Emily convinces Charity to take her place in prison and responsibility for all of the murders. Stephanie returns home, writing a second book about the Capri murders and honoring Emily's wish to give Nicky a normal life. Emily remains in hiding in Italy, where Portia approaches her. Revealing she knew Emily and Dante's marriage was a sham and she did not commit the murders, she welcomes Emily into the Versano family. Then, she requests "a simple favor", handing her an envelope.

==Production==
===Pre-production===
It was announced in May 2022 that Amazon MGM Studios and Lionsgate had greenlit a sequel to the 2018 film, with Paul Feig returning to direct, and Anna Kendrick and Blake Lively reprising their roles. The project would be again confirmed in March 2024, with Henry Golding and Andrew Rannells among the cast also reprising their roles from the first film, and Allison Janney among the new additions to the cast.

===Filming===
Principal photography began in late March 2024. It was previously set to begin in Fall 2023 in Capri and in the UNESCO World Heritage Site site of Villa Adriana, in Italy. Filming wrapped on May 26, 2024.

==Release==
Another Simple Favor premiered at the South by Southwest Festival on March 7, 2025, and was released on Amazon Prime Video on May 1.

==Reception==
===Critical response===
 Metacritic, which uses a weighted average, assigned the film a score of 54 out of 100, based on 25 critics, indicating "mixed or average" reviews.

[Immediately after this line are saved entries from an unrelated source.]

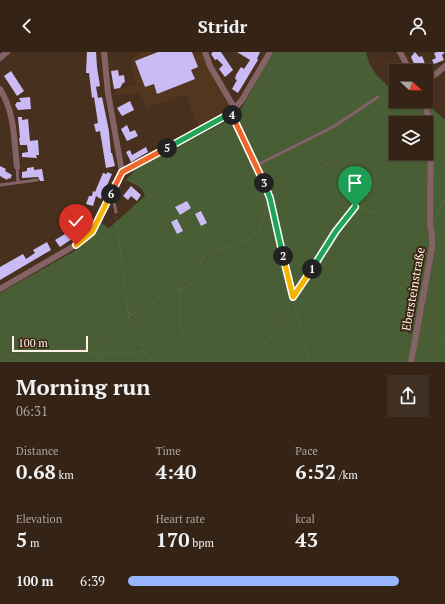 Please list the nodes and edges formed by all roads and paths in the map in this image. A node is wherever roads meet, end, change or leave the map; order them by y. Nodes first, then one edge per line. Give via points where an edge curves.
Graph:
1 (6, 52) edge
2 (104, 52) edge
3 (204, 52) edge
4 (270, 52) edge
5 (400, 52) edge
6 (0, 58) edge
7 (406, 64) edge
8 (445, 66) edge
9 (433, 76) edge
10 (0, 89) edge
11 (389, 93) edge
12 (378, 97) joint
13 (400, 108) edge
14 (426, 108) edge
15 (233, 111) junction
16 (389, 153) edge
17 (259, 164) dead end
18 (17, 167) joint
19 (122, 172) junction
20 (37, 180) dead end
21 (18, 182) junction
22 (0, 185) edge
23 (112, 192) junction
24 (270, 198) junction
25 (445, 198) edge
26 (355, 207) junction
27 (430, 207) junction
28 (116, 212) joint
29 (430, 222) junction
30 (0, 289) edge
31 (180, 289) junction
32 (293, 297) junction
33 (129, 317) junction
34 (445, 333) edge
35 (146, 351) junction
36 (102, 352) junction
37 (0, 354) edge
38 (411, 359) edge
39 (34, 361) edge
40 (38, 362) edge
41 (98, 362) edge
42 (152, 362) edge
43 (192, 362) edge
44 (249, 362) edge
45 (309, 362) edge
46 (395, 362) edge

1 - 6 street
2 - 19 street via 108,93
3 - 15 street
4 - 15 street
5 - 7 street
8 - 9 street
10 - 18 street via 12,117
11 - 12 path
12 - 17 lane via 333,127
13 - 24 path via 379,132
14 - 27 street, Ebersteinstraße via 431,125
15 - 19 street
15 - 24 path
16 - 26 path
18 - 21 lane
19 - 23 street
20 - 21 lane
21 - 22 lane
23 - 28 lane
23 - 30 street via 96,226 86,239
24 - 31 path via 260,230 247,240 212,252 200,261 204,277
24 - 32 path
25 - 29 path via 436,219
26 - 27 path via 387,213 400,202 413,198
26 - 32 path via 336,231
27 - 29 street, Ebersteinstraße
28 - 33 path
29 - 38 street, Ebersteinstraße via 430,265
31 - 33 path
31 - 43 path via 180,325
32 - 44 path via 273,333
32 - 45 path
33 - 35 path
33 - 36 path via 117,322
34 - 38 path via 438,346 431,352
35 - 36 path via 119,354
35 - 42 path
36 - 39 path via 88,353 79,349 66,350 51,346
36 - 41 path
37 - 39 path
38 - 46 path
39 - 40 path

Brian Tallerico of RogerEbert.com gave the film two and a half out of four stars and wrote, "Despite the change in subject from motherhood to the mafia, Another Simple Favor ends up largely the same as the first in terms of what works and what falters. Lively is once again fantastic, imbuing this character with a degree of captivating uncertainty that throws off the balance of the film when she's not on-screen, and the costumes are gorgeous, rising to the level of the stunning scenery." Matt Donato of TheWrap gave three out of five stars and wrote, "Another Simple Favor might not be Emily's perfection, chilled-glass martini, but that's fine. Like the everyday martinis Emily shakes in a jiffy, Feig's sexy and silly criminal caper goes down just fine."

In a more mixed review, Jacob Oller of The A.V. Club gave the film a C+ grade and wrote, "Though the simplest pleasures of Favor remain—catty chemistry between Kendrick and Lively, loopy twists, bravura statement outfits—the heat powering the concept has cooled to the extent that, despite the increased body count, the sequel feels as perfunctory as its title. It's just Another one."

===Accolades===

| Award | Date of ceremony | Category | Recipient(s) | Result | Ref. |
|---|---|---|---|---|---|
| SXSW | March 15, 2025 | Headliner (Audience Award) | Paul Feig | Nominated |  |
| Astra TV Awards | June 10, 2025 | Best Television Movie | Another Simple Favor | Nominated |  |

==Future==
In an interview with People, Feig expressed interest for a third film. Kalogridis said that she "would love to get to spend time with these characters and these actors again."